"We were pleased with the progress in our financial performance in the fourth quarter, particularly in light of the challenges posed by sharply higher grain prices," said Bill Lovette, Pilgrim's president and chief executive. "Our continuing focus on operating efficiencies, cost control, and sales and product mix improvements helped generate positive results during a difficult time in the industry."
Lovette said customer demand improved in the fourth quarter, with Pilgrim's reporting higher volume in its retail and foodservice segments compared to a year ago. Pilgrim's reported double-digit volume increases in some areas of its foodservice business and the company has picked up additional retail business for 2011 from several of its largest customers.
Lovette said the company began deboning operations at its idled processing plant in Douglas, Ga., last November and re-started slaughter operations in mid-January. The company expects the plant to reach full capacity later this year. Pilgrim's is committed to balancing production with customer needs and will target further expansion based on that demand.
"We are cautiously optimistic about the outlook for chicken this year," Lovette said. "While all of us are concerned about sharply higher grain prices and the uncertain economy, there are a number of positive signs as we enter 2011. Based on the negotiations we have completed with most of our foodservice and retail customers, our pricing should be improved year over year. In addition, given the projected reduction in beef supply this year and the higher prices that are expected for beef and pork in 2011, chicken should be attractively positioned with budget-conscious consumers. We are seeing increased demand from foodservice accounts and exports should strengthen this year, particularly as we pursue new market opportunities through our partnership with JBS."

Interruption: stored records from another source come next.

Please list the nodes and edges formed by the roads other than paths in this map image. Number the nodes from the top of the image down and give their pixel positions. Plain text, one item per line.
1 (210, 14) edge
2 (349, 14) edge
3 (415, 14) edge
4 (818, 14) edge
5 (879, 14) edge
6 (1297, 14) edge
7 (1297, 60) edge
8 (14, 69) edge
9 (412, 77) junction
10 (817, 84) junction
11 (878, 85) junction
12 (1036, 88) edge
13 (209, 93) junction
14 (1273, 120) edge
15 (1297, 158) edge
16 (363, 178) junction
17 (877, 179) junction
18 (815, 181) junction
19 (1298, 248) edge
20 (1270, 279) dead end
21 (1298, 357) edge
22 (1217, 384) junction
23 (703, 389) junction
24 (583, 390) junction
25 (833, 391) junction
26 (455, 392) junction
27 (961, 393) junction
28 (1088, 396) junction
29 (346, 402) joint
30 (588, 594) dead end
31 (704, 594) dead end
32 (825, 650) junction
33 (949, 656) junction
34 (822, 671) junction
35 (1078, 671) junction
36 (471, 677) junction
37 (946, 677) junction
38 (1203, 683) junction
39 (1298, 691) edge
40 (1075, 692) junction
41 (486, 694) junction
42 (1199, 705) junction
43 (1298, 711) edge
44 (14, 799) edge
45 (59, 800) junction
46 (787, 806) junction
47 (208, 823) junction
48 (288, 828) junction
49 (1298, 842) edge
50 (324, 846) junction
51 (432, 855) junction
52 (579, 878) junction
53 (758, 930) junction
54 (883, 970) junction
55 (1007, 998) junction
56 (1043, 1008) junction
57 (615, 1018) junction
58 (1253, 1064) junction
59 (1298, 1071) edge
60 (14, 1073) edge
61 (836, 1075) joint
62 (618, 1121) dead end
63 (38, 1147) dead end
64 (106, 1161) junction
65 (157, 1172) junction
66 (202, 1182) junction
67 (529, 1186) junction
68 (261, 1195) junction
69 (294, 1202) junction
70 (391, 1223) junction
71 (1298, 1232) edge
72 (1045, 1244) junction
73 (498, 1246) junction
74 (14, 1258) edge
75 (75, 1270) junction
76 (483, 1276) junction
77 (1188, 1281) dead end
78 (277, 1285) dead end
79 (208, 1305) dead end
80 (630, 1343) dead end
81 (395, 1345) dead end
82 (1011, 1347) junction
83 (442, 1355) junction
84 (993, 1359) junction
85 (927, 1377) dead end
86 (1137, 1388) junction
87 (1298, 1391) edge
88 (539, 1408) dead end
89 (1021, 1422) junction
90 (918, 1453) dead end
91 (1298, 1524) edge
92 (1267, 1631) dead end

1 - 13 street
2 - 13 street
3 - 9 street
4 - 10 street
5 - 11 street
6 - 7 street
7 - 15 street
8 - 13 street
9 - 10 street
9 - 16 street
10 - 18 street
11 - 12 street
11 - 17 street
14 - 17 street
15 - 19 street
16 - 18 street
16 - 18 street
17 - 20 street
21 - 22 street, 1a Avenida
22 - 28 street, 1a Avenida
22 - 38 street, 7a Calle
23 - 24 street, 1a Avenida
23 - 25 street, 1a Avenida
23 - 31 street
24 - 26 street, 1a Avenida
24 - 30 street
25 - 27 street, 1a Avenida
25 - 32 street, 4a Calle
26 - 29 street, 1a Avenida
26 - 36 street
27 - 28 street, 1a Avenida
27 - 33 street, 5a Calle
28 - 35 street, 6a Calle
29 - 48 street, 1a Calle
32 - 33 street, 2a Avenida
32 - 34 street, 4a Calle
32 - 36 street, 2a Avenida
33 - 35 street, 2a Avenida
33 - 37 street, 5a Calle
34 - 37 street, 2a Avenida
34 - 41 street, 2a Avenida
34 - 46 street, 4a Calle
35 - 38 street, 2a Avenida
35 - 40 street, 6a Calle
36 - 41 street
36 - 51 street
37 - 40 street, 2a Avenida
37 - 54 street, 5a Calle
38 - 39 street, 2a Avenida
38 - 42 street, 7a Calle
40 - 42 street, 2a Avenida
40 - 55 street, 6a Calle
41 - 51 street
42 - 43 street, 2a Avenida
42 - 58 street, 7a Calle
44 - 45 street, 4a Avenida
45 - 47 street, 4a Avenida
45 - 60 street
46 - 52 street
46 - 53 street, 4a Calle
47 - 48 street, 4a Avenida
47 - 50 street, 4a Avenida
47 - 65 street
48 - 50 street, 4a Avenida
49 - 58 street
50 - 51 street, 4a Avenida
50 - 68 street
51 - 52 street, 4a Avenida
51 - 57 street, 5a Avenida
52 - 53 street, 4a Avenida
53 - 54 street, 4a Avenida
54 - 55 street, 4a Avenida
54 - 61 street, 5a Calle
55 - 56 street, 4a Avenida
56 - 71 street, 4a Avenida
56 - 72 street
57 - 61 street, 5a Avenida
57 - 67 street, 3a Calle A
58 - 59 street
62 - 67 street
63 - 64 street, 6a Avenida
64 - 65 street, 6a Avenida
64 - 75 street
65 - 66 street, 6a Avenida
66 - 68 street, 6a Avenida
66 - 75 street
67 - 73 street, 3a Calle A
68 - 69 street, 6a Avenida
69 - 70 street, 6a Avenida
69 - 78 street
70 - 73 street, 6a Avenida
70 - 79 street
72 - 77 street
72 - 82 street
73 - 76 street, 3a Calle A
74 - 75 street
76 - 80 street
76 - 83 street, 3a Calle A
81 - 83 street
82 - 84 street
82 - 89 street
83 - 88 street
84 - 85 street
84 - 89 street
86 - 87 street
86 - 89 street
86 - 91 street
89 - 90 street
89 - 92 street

For the full 2010 fiscal year, the company reported net income of $87.1 million, or $0.41 per share, on sales of $6.9 billion. For the comparable 12-month period in the previous year, Pilgrim's reported net income of $110.8 million, or $1.44 per diluted share, on sales of $6.8 billion. The fiscal 2010 results include nonrecurring restructuring charges and reorganization expenses of $88.9 million pre-tax, or $55.3 million after tax, or $0.26 per share, compared to nonrecurring restructuring charges and reorganization expenses of $120.3 million pre-tax, or $74.9 million after tax, or $0.97 per diluted share for the comparable period in 2009. Adjusted EBITDA for fiscal 2010 was $481.9 million, compared to $495.4 million for the comparable period in 2009.